| EXTRACTED DATA |
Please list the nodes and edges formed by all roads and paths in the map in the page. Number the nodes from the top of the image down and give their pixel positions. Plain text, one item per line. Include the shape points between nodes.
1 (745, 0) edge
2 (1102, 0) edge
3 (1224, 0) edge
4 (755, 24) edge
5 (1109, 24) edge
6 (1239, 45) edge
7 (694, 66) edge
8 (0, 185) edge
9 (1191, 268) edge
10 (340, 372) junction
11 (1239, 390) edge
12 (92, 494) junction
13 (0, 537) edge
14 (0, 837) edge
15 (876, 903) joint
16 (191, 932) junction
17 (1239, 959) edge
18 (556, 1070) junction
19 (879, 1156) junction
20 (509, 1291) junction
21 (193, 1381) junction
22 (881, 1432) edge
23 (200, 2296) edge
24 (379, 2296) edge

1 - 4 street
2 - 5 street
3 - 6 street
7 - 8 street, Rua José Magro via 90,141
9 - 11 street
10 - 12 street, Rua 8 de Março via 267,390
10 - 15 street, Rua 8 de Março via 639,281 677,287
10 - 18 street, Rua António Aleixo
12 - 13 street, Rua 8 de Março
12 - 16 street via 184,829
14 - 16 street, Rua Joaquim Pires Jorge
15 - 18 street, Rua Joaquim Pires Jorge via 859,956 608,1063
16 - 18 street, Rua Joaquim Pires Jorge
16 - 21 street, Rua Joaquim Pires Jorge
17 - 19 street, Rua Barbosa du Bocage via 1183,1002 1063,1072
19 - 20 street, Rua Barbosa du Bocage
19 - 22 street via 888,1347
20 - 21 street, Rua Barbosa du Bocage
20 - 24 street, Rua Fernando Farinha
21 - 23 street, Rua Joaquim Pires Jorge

| TASK DESCRIPTION |
The answer is the data above, retyped exactly in full.

| TASK RESULT |
Please list the nodes and edges formed by all roads and paths in the map in the page. Number the nodes from the top of the image down and give their pixel positions. Plain text, one item per line. Include the shape points between nodes.
1 (745, 0) edge
2 (1102, 0) edge
3 (1224, 0) edge
4 (755, 24) edge
5 (1109, 24) edge
6 (1239, 45) edge
7 (694, 66) edge
8 (0, 185) edge
9 (1191, 268) edge
10 (340, 372) junction
11 (1239, 390) edge
12 (92, 494) junction
13 (0, 537) edge
14 (0, 837) edge
15 (876, 903) joint
16 (191, 932) junction
17 (1239, 959) edge
18 (556, 1070) junction
19 (879, 1156) junction
20 (509, 1291) junction
21 (193, 1381) junction
22 (881, 1432) edge
23 (200, 2296) edge
24 (379, 2296) edge

1 - 4 street
2 - 5 street
3 - 6 street
7 - 8 street, Rua José Magro via 90,141
9 - 11 street
10 - 12 street, Rua 8 de Março via 267,390
10 - 15 street, Rua 8 de Março via 639,281 677,287
10 - 18 street, Rua António Aleixo
12 - 13 street, Rua 8 de Março
12 - 16 street via 184,829
14 - 16 street, Rua Joaquim Pires Jorge
15 - 18 street, Rua Joaquim Pires Jorge via 859,956 608,1063
16 - 18 street, Rua Joaquim Pires Jorge
16 - 21 street, Rua Joaquim Pires Jorge
17 - 19 street, Rua Barbosa du Bocage via 1183,1002 1063,1072
19 - 20 street, Rua Barbosa du Bocage
19 - 22 street via 888,1347
20 - 21 street, Rua Barbosa du Bocage
20 - 24 street, Rua Fernando Farinha
21 - 23 street, Rua Joaquim Pires Jorge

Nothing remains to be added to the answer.